A group of Illinois cannabis companies face an antitrust lawsuit alleging that they maintained illegal interlocking directorates. An interlocking directorate is where a person from one company serves as an officer or director at a competing company in violation of Section 8 of the Clayton Act. On April 18, 2022, a plaintiff named True Social Equity in Cannabis, an association of consumers, workers, and others in Illinois, filed a complaint in the Northern District of Illinois alleging that Akerna Corp., Green Thumb Industries Inc., ILDISP LLC, Verano Holdings Corp., and Surterra Holdings Inc. maintained illegal interlocking directorates (the “Illinois Complaint”).

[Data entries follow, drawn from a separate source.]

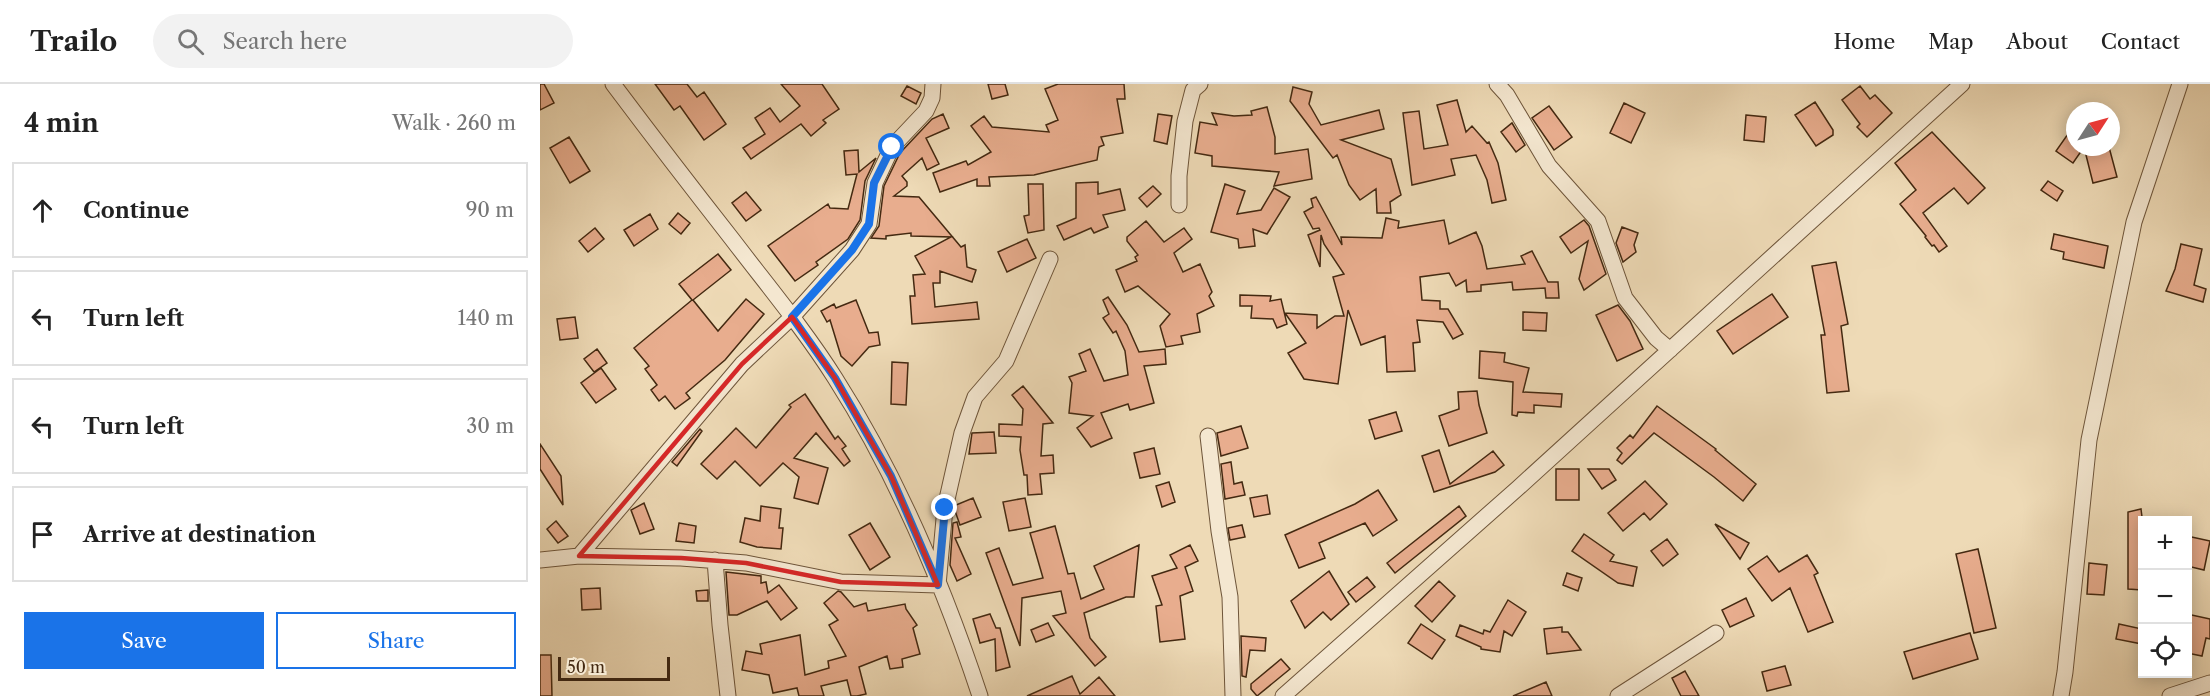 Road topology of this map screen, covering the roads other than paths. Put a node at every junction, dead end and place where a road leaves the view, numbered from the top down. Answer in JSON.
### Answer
{"nodes":[{"id":1,"x":613,"y":84,"type":"edge"},
{"id":2,"x":933,"y":84,"type":"edge"},
{"id":3,"x":1200,"y":84,"type":"edge"},
{"id":4,"x":1497,"y":84,"type":"edge"},
{"id":5,"x":1962,"y":84,"type":"edge"},
{"id":6,"x":2180,"y":84,"type":"edge"},
{"id":7,"x":1179,"y":205,"type":"dead end"},
{"id":8,"x":1050,"y":259,"type":"dead end"},
{"id":9,"x":792,"y":317,"type":"junction"},
{"id":10,"x":1670,"y":350,"type":"junction"},
{"id":11,"x":1208,"y":436,"type":"dead end"},
{"id":12,"x":579,"y":556,"type":"junction"},
{"id":13,"x":540,"y":560,"type":"edge"},
{"id":14,"x":715,"y":561,"type":"junction"},
{"id":15,"x":938,"y":585,"type":"junction"},
{"id":16,"x":1716,"y":633,"type":"dead end"},
{"id":17,"x":2210,"y":683,"type":"edge"},
{"id":18,"x":728,"y":696,"type":"edge"},
{"id":19,"x":980,"y":696,"type":"edge"},
{"id":20,"x":1233,"y":696,"type":"edge"},
{"id":21,"x":1284,"y":696,"type":"edge"},
{"id":22,"x":1618,"y":696,"type":"edge"},
{"id":23,"x":2061,"y":696,"type":"edge"},
{"id":24,"x":2170,"y":696,"type":"edge"}],
"edges":[{"from":1,"to":9,"type":"street"},
{"from":2,"to":9,"type":"street"},
{"from":3,"to":7,"type":"street"},
{"from":4,"to":10,"type":"street"},
{"from":5,"to":10,"type":"street"},
{"from":6,"to":23,"type":"street"},
{"from":8,"to":15,"type":"street"},
{"from":9,"to":12,"type":"street"},
{"from":9,"to":15,"type":"street"},
{"from":10,"to":21,"type":"street"},
{"from":11,"to":20,"type":"street"},
{"from":12,"to":13,"type":"street"},
{"from":12,"to":14,"type":"street"},
{"from":14,"to":15,"type":"street"},
{"from":14,"to":18,"type":"street"},
{"from":15,"to":19,"type":"street"},
{"from":16,"to":22,"type":"street"},
{"from":17,"to":24,"type":"street"}]} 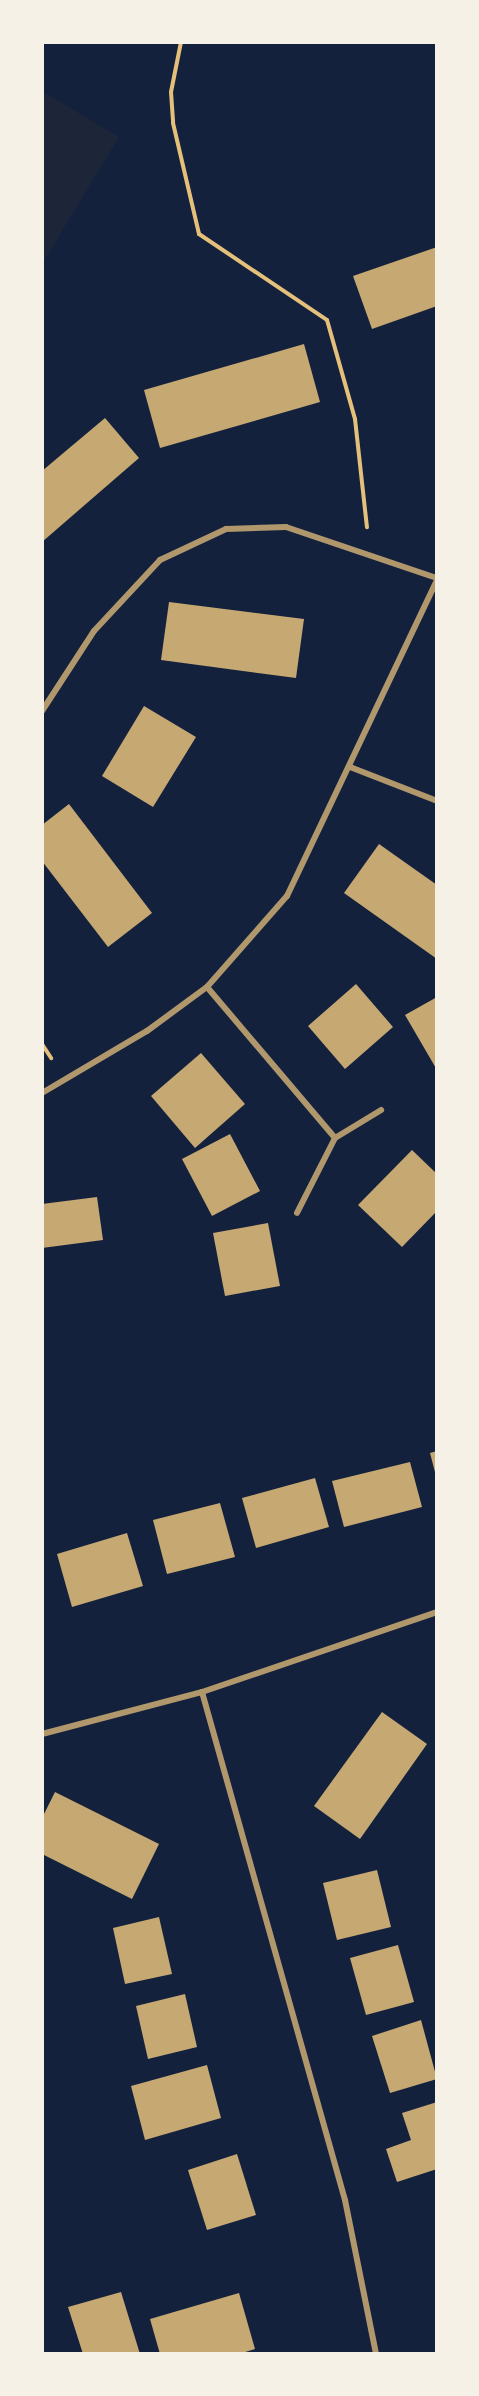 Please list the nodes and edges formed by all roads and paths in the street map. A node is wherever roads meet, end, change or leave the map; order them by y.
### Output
1 (181, 42) edge
2 (370, 555) junction
3 (437, 579) edge
4 (42, 711) edge
5 (350, 767) junction
6 (437, 801) edge
7 (207, 987) junction
8 (42, 1093) edge
9 (381, 1110) dead end
10 (335, 1138) junction
11 (297, 1213) dead end
12 (437, 1612) edge
13 (202, 1692) junction
14 (42, 1734) edge
15 (376, 2354) edge

1 - 2 path
2 - 3 street
2 - 4 street
3 - 5 street
5 - 6 street
5 - 7 street
7 - 8 street
7 - 10 street
9 - 10 street
10 - 11 street
12 - 13 street
13 - 14 street
13 - 15 street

In addition to the Illinois Complaint, the U.S. Department of Justice Antitrust Division (DOJ) announced in an April 2022 speech by Assistant Attorney General Jonathan Kanter that DOJ is “ramping up” efforts to enforce alleged violations of Section 8. Private litigation and government challenges to resolve alleged interlocks are rare, but DOJ and the Federal Trade Commission occasionally announce settlements based on investigations. In June 2021, DOJ announced that Endeavor Group executives were resigning from the Live Nation Board of Directors as part of a settlement of an alleged illegal interlocking directorate.

Section 8 of the Clayton Act prohibits a person from simultaneously “serv[ing] as a director or officer in any two corporations (other than banks, banking associations, and trust companies) that are [competitors].” 15 U.S.C. § 19. The prohibition only applies to corporations whose competitive sales are above a certain dollar threshold, and there are other exemptions that may apply.

Although the Illinois Complaint also contains vague and unsupported allegations of collusion, price-fixing (via information sharing), and monopolization of the legal Illinois marijuana market, no other antitrust violations besides the Section 8 claim are alleged. In addition, rather than requesting equitable relief to remedy the alleged interlock, the Illinois Complaint inexplicably seeks to prohibit the defendants from marketing, selling, licensing, distributing, and growing marijuana and a divestiture of all assets.

The Illinois Complaint and DOJ’s recent announcement should factor into a company’s selection of its board of directors and officers. Because the analysis of whether two companies compete and meet the requirements of Section 8 (or qualify for Section 8’s exemptions) is a complex and fact-specific inquiry, we recommend that you consult with antitrust counsel if you have any questions in this regard.